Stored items
----------------------------------------

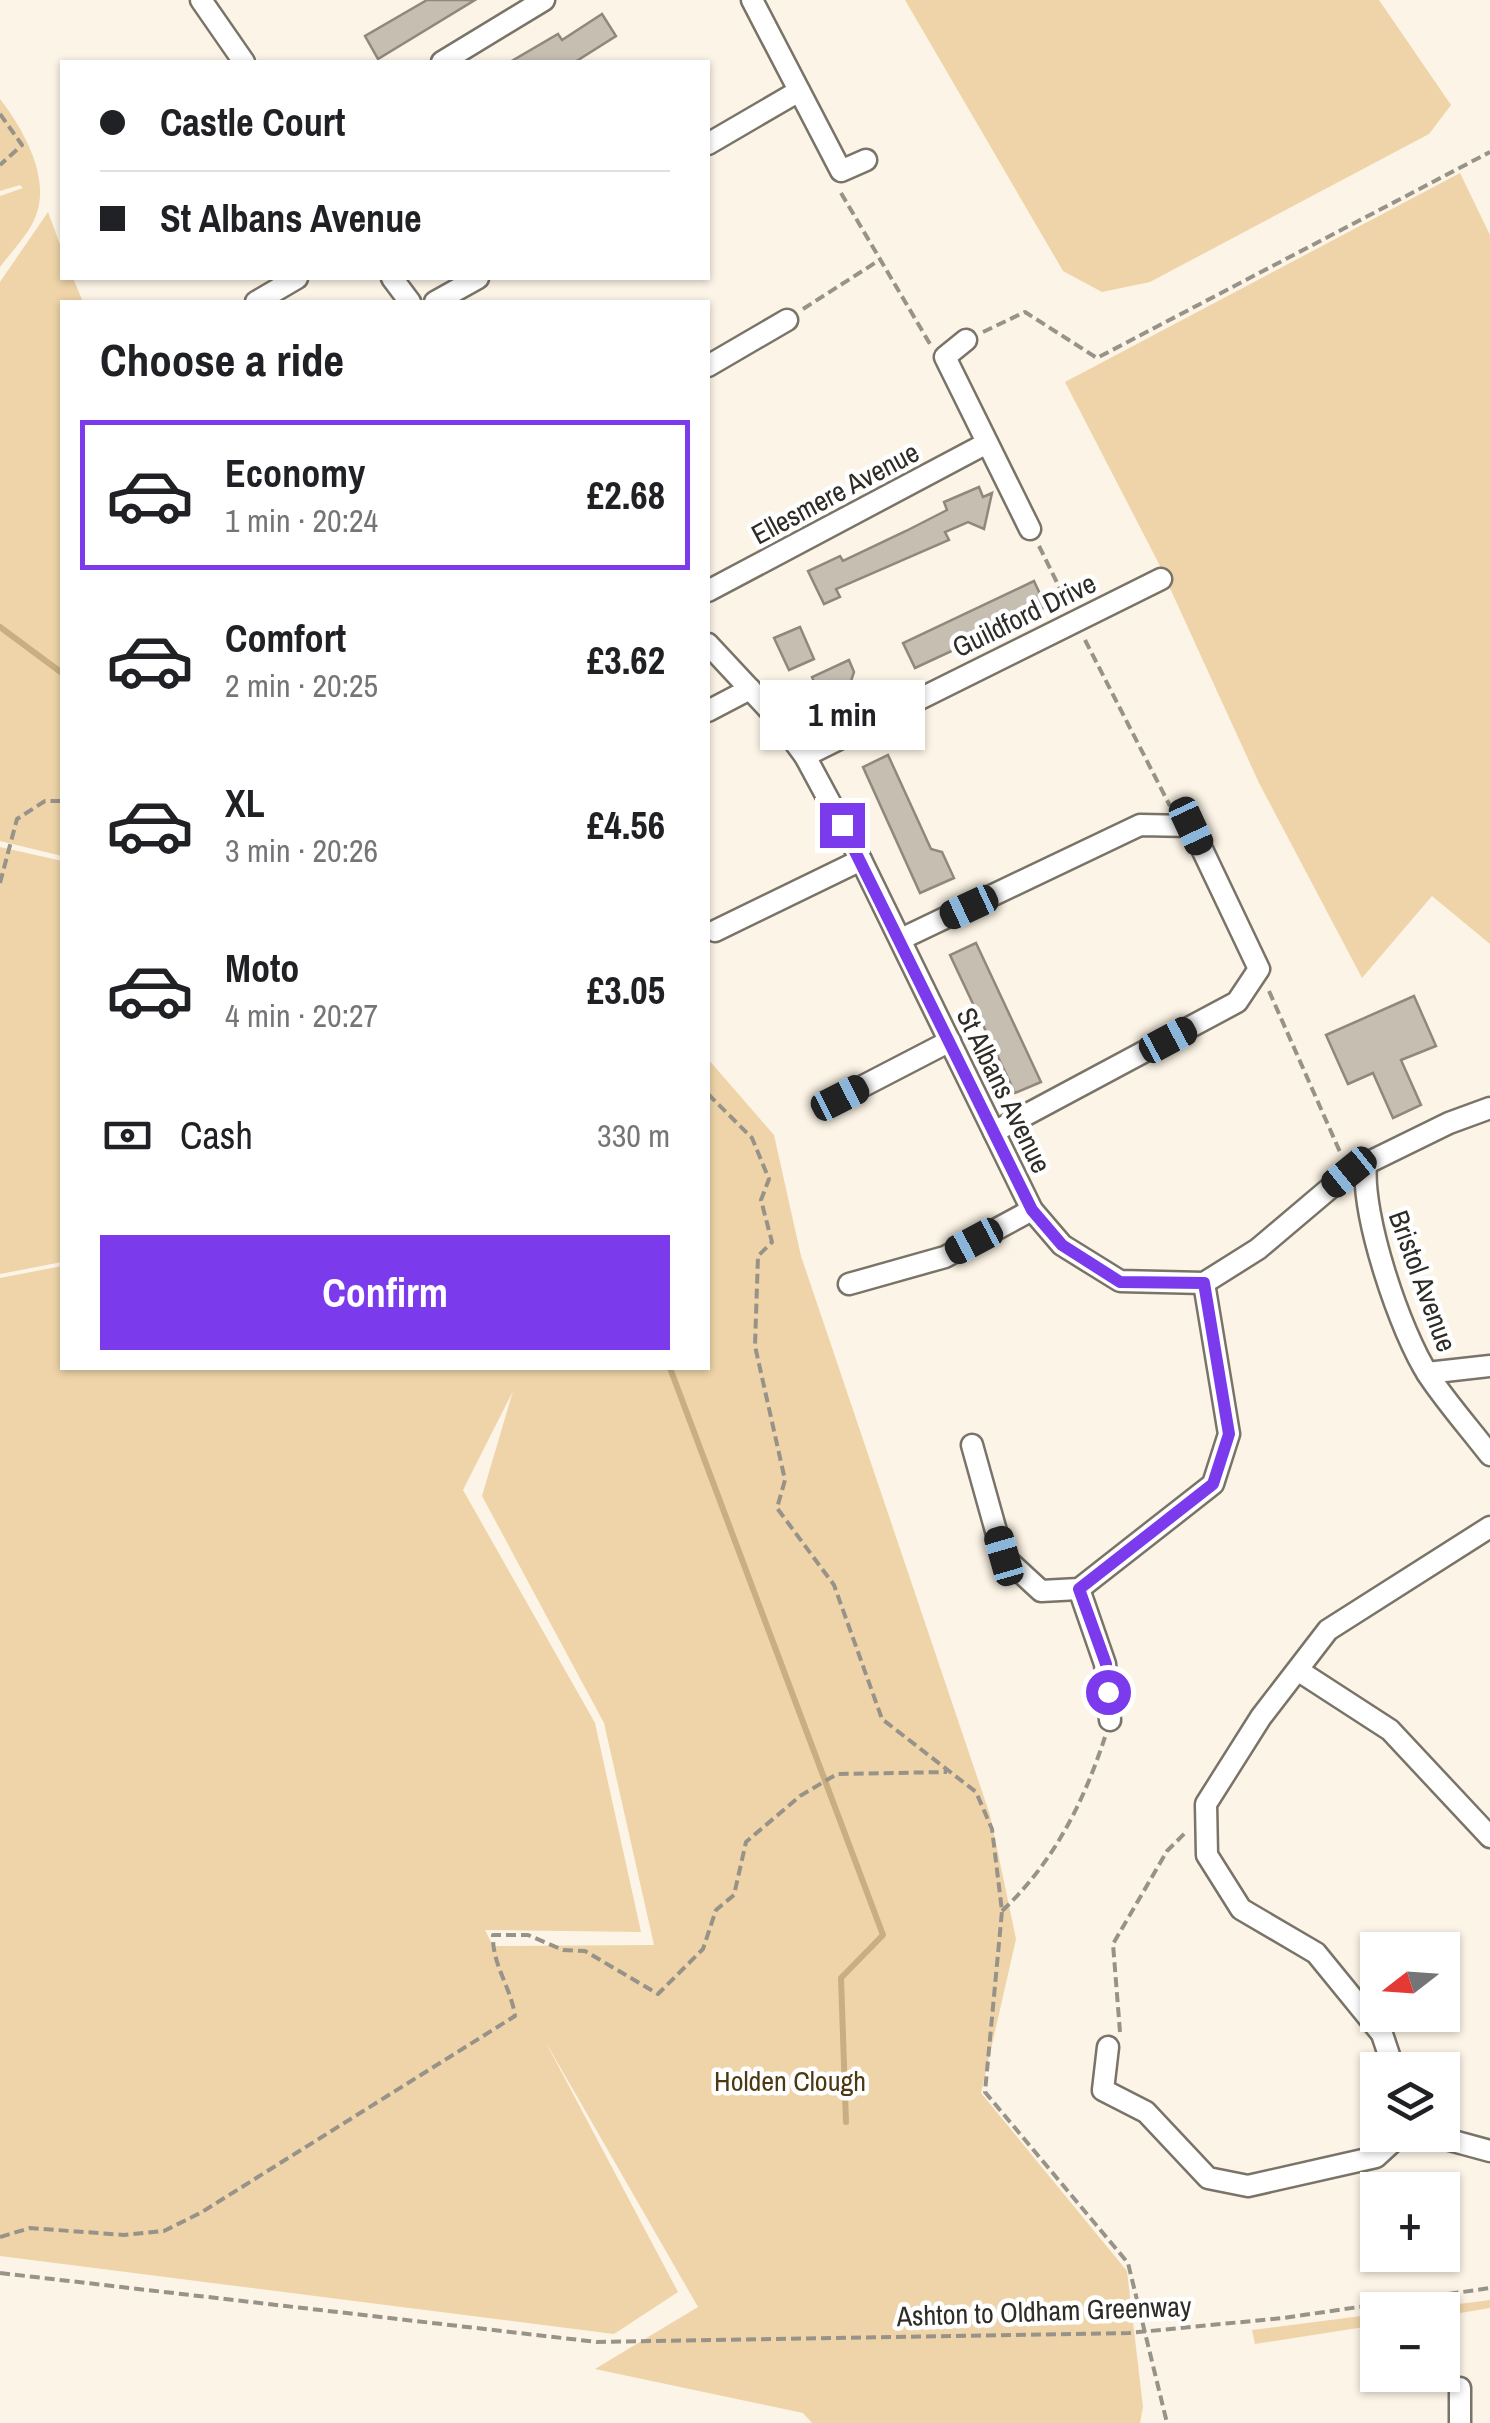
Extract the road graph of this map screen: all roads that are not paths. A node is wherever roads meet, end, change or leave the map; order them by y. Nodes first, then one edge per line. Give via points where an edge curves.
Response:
1 (201, 0) edge
2 (544, 0) edge
3 (752, 0) edge
4 (243, 60) edge
5 (445, 60) edge
6 (800, 91) junction
7 (710, 143) edge
8 (866, 160) dead end
9 (294, 280) edge
10 (474, 280) edge
11 (259, 300) edge
12 (439, 300) edge
13 (786, 320) road end
14 (966, 340) road end
15 (710, 365) edge
16 (988, 443) junction
17 (1030, 529) road end
18 (1161, 580) dead end
19 (710, 590) edge
20 (710, 646) edge
21 (750, 689) junction
22 (710, 709) edge
23 (805, 756) junction
24 (861, 860) junction
25 (714, 931) dead end
26 (901, 939) junction
27 (950, 1041) junction
28 (840, 1098) dead end
29 (1490, 1108) edge
30 (994, 1132) junction
31 (1357, 1168) junction
32 (1032, 1210) junction
33 (1204, 1283) junction
34 (848, 1284) dead end
35 (1490, 1366) edge
36 (1427, 1373) junction
37 (972, 1445) dead end
38 (1490, 1455) edge
39 (1490, 1527) edge
40 (1079, 1589) junction
41 (1299, 1671) junction
42 (1110, 1720) road end
43 (1490, 1837) edge
44 (1108, 2047) road end
45 (1388, 2052) edge
46 (1460, 2143) edge
47 (1490, 2151) edge
48 (1381, 2152) edge
49 (1460, 2392) edge
50 (1460, 2423) edge

1 - 4 street
2 - 5 street
3 - 6 street
6 - 7 street
6 - 8 street via 841,171
9 - 11 street
10 - 12 street
13 - 15 street
14 - 16 street via 945,357
16 - 17 street
16 - 19 street, Ellesmere Avenue
18 - 23 street, Guildford Drive
20 - 21 street, St Albans Avenue
21 - 22 street
21 - 23 street, St Albans Avenue
23 - 24 street, St Albans Avenue
24 - 25 street
24 - 26 street, St Albans Avenue
26 - 27 street, St Albans Avenue
26 - 30 street via 1140,826 1191,826 1259,969 1237,1002
27 - 28 street
27 - 30 street, St Albans Avenue
29 - 31 street
30 - 32 street, St Albans Avenue
31 - 33 street via 1258,1249
31 - 36 street, Bristol Avenue via 1388,1276
32 - 33 street, St Albans Avenue via 1062,1245 1120,1282
32 - 34 street via 945,1257
33 - 40 street via 1229,1434 1213,1484
35 - 36 street
36 - 38 street, Bristol Avenue
37 - 40 street via 1004,1556 1041,1591
39 - 41 street via 1328,1630
40 - 42 street via 1106,1664
41 - 43 street via 1390,1730
41 - 45 street via 1206,1804 1207,1855 1241,1909 1316,1953 1382,2034
44 - 48 street via 1104,2090 1146,2112 1208,2178 1248,2186
46 - 47 street
49 - 50 street

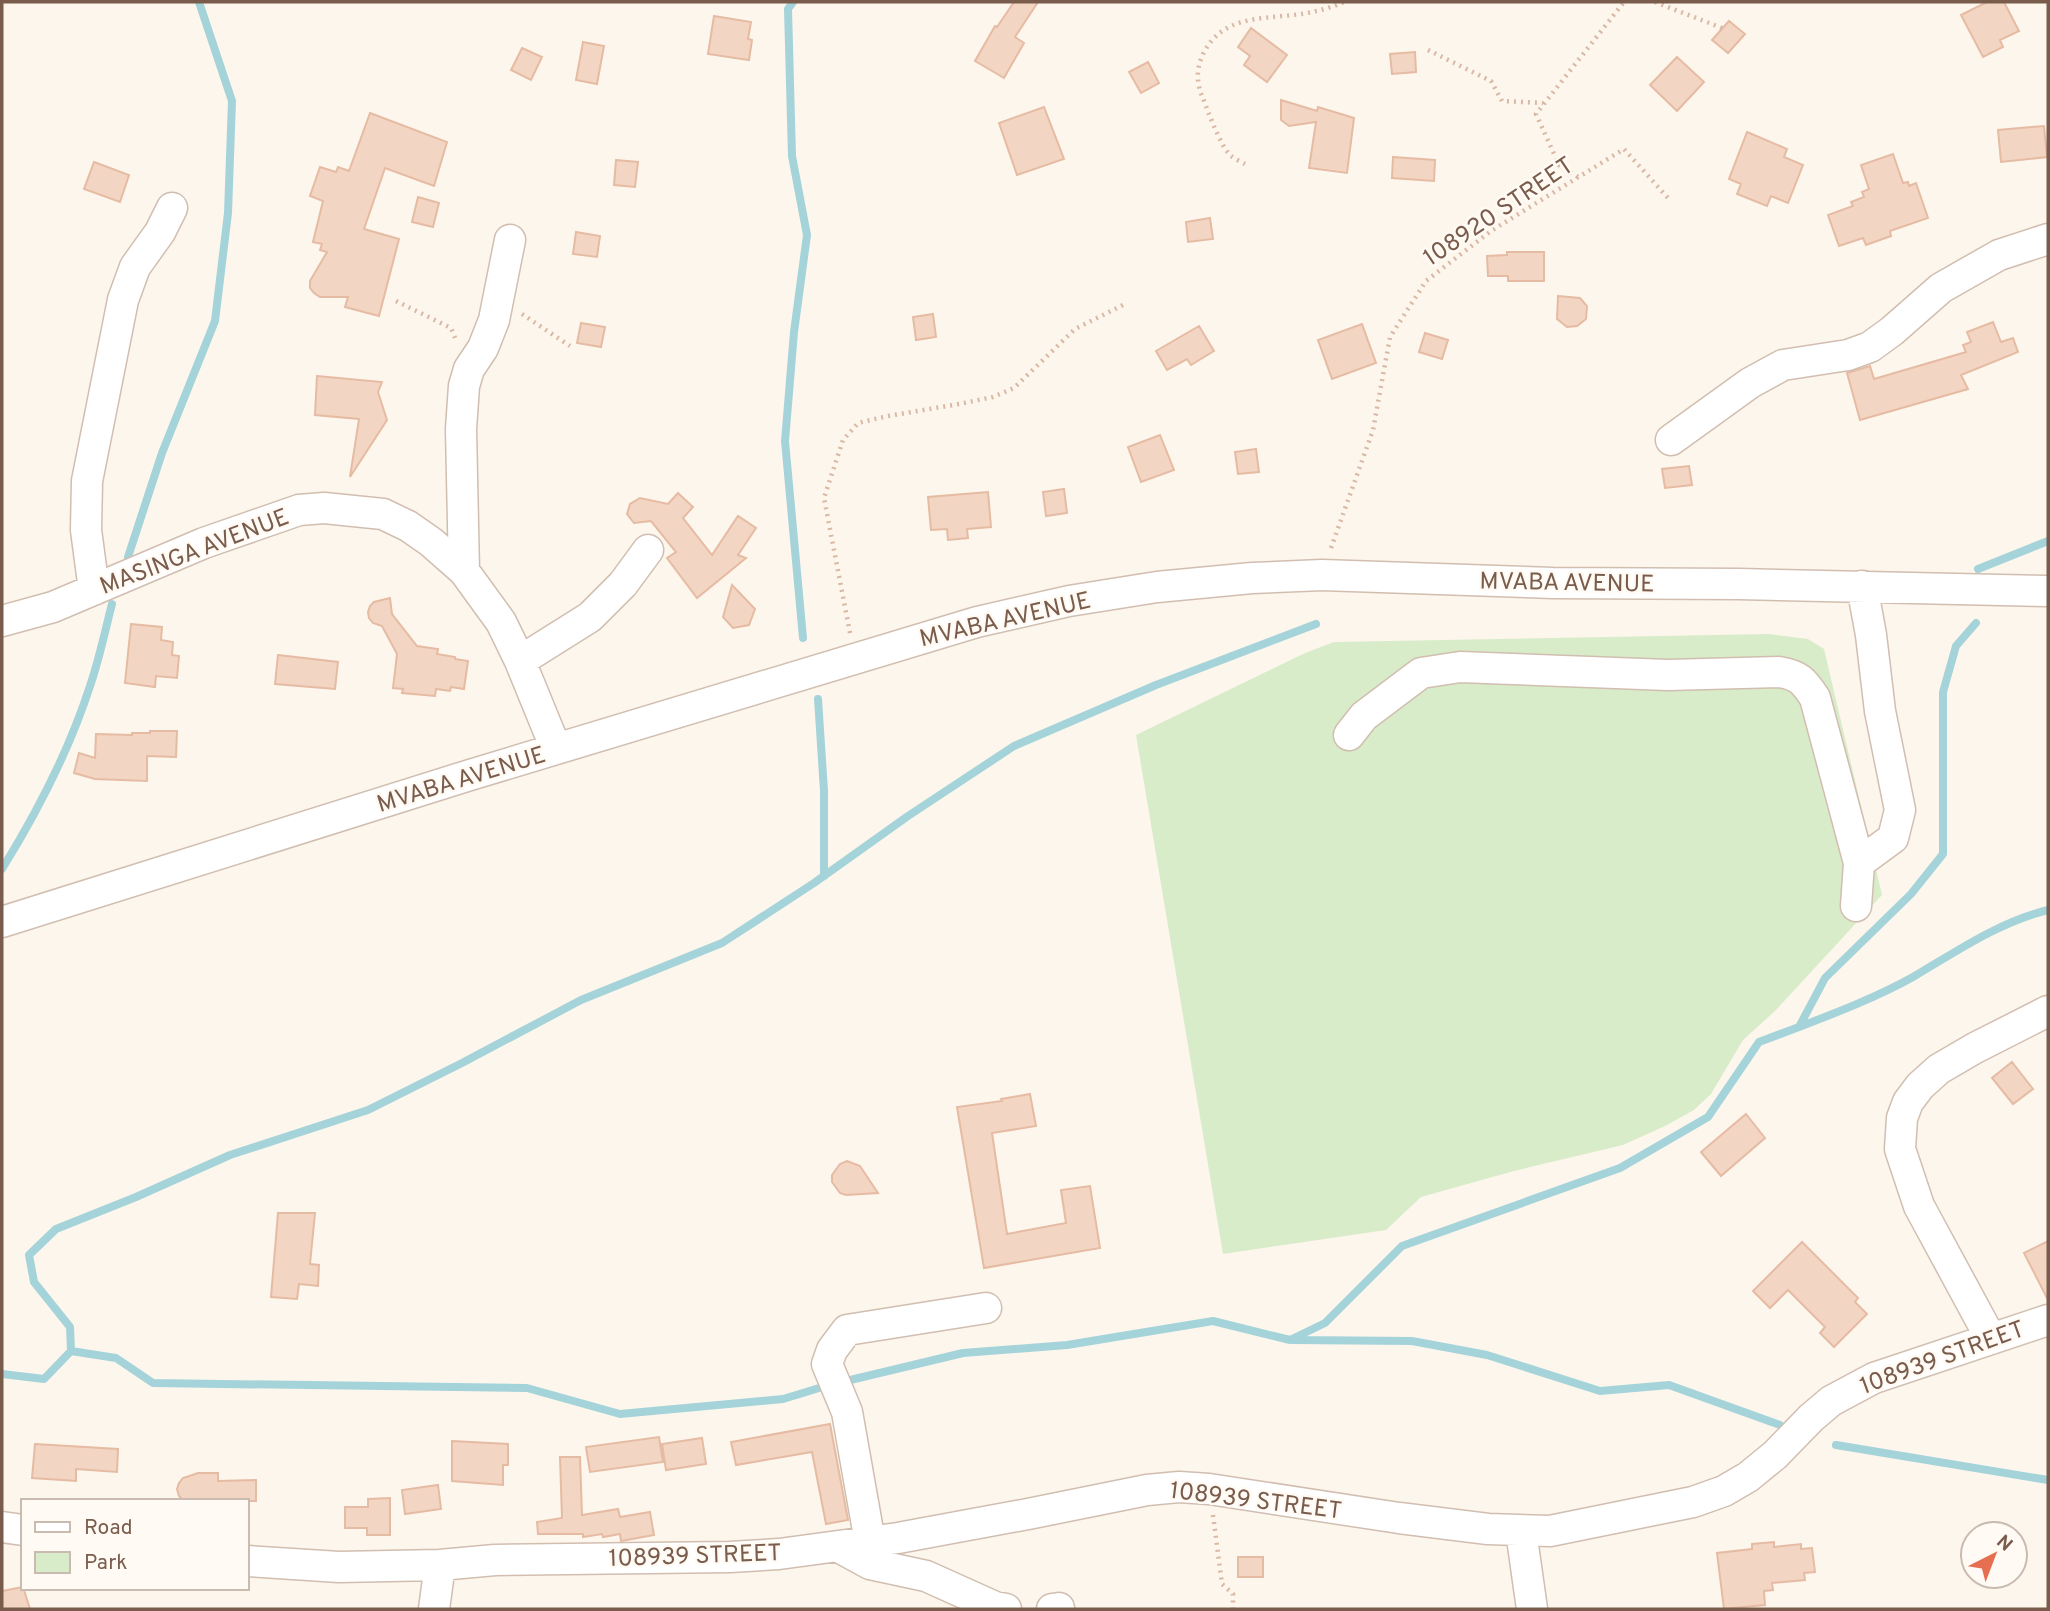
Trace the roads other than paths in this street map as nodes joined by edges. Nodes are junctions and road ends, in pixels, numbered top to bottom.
1 (172, 208) dead end
2 (2048, 239) edge
3 (510, 240) dead end
4 (1671, 440) dead end
5 (648, 550) dead end
6 (464, 571) junction
7 (1863, 586) junction
8 (94, 590) junction
9 (2048, 591) edge
10 (2, 621) edge
11 (520, 662) junction
12 (1349, 735) dead end
13 (556, 750) junction
14 (1858, 863) junction
15 (1856, 906) dead end
16 (2, 922) edge
17 (2048, 1011) edge
18 (986, 1308) dead end
19 (2048, 1320) edge
20 (1991, 1339) junction
21 (2, 1527) edge
22 (21, 1530) edge
23 (1521, 1531) junction
24 (870, 1542) junction
25 (839, 1547) junction
26 (248, 1561) edge
27 (440, 1565) junction
28 (434, 1609) edge
29 (1006, 1609) edge
30 (1532, 1609) edge

1 - 8 street
2 - 4 street
3 - 6 street
5 - 11 street
6 - 8 street, MASINGA AVENUE
6 - 11 street, MASINGA AVENUE
7 - 9 street, MVABA AVENUE
7 - 13 street, MVABA AVENUE
7 - 14 street
8 - 10 street, MASINGA AVENUE
11 - 13 street, MASINGA AVENUE
12 - 14 street
13 - 16 street, MVABA AVENUE
14 - 15 street
17 - 20 street
18 - 24 street
19 - 20 street, 108939 STREET
20 - 23 street, 108939 STREET
21 - 22 street
23 - 24 street, 108939 STREET
23 - 30 street
24 - 25 street, 108939 STREET
25 - 27 street, 108939 STREET
25 - 29 street
26 - 27 street, 108939 STREET
27 - 28 street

----------------------------------------

Your copy should hold every entry exactly as written, but none of the pictures.

Extract the road graph of this map screen: all roads that are not paths. A node is wherever roads meet, end, change or leave the map; order them by y. Nodes first, then one edge per line. Give via points where an edge curves.
Response:
1 (201, 0) edge
2 (544, 0) edge
3 (752, 0) edge
4 (243, 60) edge
5 (445, 60) edge
6 (800, 91) junction
7 (710, 143) edge
8 (866, 160) dead end
9 (294, 280) edge
10 (474, 280) edge
11 (259, 300) edge
12 (439, 300) edge
13 (786, 320) road end
14 (966, 340) road end
15 (710, 365) edge
16 (988, 443) junction
17 (1030, 529) road end
18 (1161, 580) dead end
19 (710, 590) edge
20 (710, 646) edge
21 (750, 689) junction
22 (710, 709) edge
23 (805, 756) junction
24 (861, 860) junction
25 (714, 931) dead end
26 (901, 939) junction
27 (950, 1041) junction
28 (840, 1098) dead end
29 (1490, 1108) edge
30 (994, 1132) junction
31 (1357, 1168) junction
32 (1032, 1210) junction
33 (1204, 1283) junction
34 (848, 1284) dead end
35 (1490, 1366) edge
36 (1427, 1373) junction
37 (972, 1445) dead end
38 (1490, 1455) edge
39 (1490, 1527) edge
40 (1079, 1589) junction
41 (1299, 1671) junction
42 (1110, 1720) road end
43 (1490, 1837) edge
44 (1108, 2047) road end
45 (1388, 2052) edge
46 (1460, 2143) edge
47 (1490, 2151) edge
48 (1381, 2152) edge
49 (1460, 2392) edge
50 (1460, 2423) edge

1 - 4 street
2 - 5 street
3 - 6 street
6 - 7 street
6 - 8 street via 841,171
9 - 11 street
10 - 12 street
13 - 15 street
14 - 16 street via 945,357
16 - 17 street
16 - 19 street, Ellesmere Avenue
18 - 23 street, Guildford Drive
20 - 21 street, St Albans Avenue
21 - 22 street
21 - 23 street, St Albans Avenue
23 - 24 street, St Albans Avenue
24 - 25 street
24 - 26 street, St Albans Avenue
26 - 27 street, St Albans Avenue
26 - 30 street via 1140,826 1191,826 1259,969 1237,1002
27 - 28 street
27 - 30 street, St Albans Avenue
29 - 31 street
30 - 32 street, St Albans Avenue
31 - 33 street via 1258,1249
31 - 36 street, Bristol Avenue via 1388,1276
32 - 33 street, St Albans Avenue via 1062,1245 1120,1282
32 - 34 street via 945,1257
33 - 40 street via 1229,1434 1213,1484
35 - 36 street
36 - 38 street, Bristol Avenue
37 - 40 street via 1004,1556 1041,1591
39 - 41 street via 1328,1630
40 - 42 street via 1106,1664
41 - 43 street via 1390,1730
41 - 45 street via 1206,1804 1207,1855 1241,1909 1316,1953 1382,2034
44 - 48 street via 1104,2090 1146,2112 1208,2178 1248,2186
46 - 47 street
49 - 50 street

Trace the roads other than paths in this street map as nodes joined by edges. Nodes are junctions and road ends, in pixels, numbered top to bottom.
1 (172, 208) dead end
2 (2048, 239) edge
3 (510, 240) dead end
4 (1671, 440) dead end
5 (648, 550) dead end
6 (464, 571) junction
7 (1863, 586) junction
8 (94, 590) junction
9 (2048, 591) edge
10 (2, 621) edge
11 (520, 662) junction
12 (1349, 735) dead end
13 (556, 750) junction
14 (1858, 863) junction
15 (1856, 906) dead end
16 (2, 922) edge
17 (2048, 1011) edge
18 (986, 1308) dead end
19 (2048, 1320) edge
20 (1991, 1339) junction
21 (2, 1527) edge
22 (21, 1530) edge
23 (1521, 1531) junction
24 (870, 1542) junction
25 (839, 1547) junction
26 (248, 1561) edge
27 (440, 1565) junction
28 (434, 1609) edge
29 (1006, 1609) edge
30 (1532, 1609) edge

1 - 8 street
2 - 4 street
3 - 6 street
5 - 11 street
6 - 8 street, MASINGA AVENUE
6 - 11 street, MASINGA AVENUE
7 - 9 street, MVABA AVENUE
7 - 13 street, MVABA AVENUE
7 - 14 street
8 - 10 street, MASINGA AVENUE
11 - 13 street, MASINGA AVENUE
12 - 14 street
13 - 16 street, MVABA AVENUE
14 - 15 street
17 - 20 street
18 - 24 street
19 - 20 street, 108939 STREET
20 - 23 street, 108939 STREET
21 - 22 street
23 - 24 street, 108939 STREET
23 - 30 street
24 - 25 street, 108939 STREET
25 - 27 street, 108939 STREET
25 - 29 street
26 - 27 street, 108939 STREET
27 - 28 street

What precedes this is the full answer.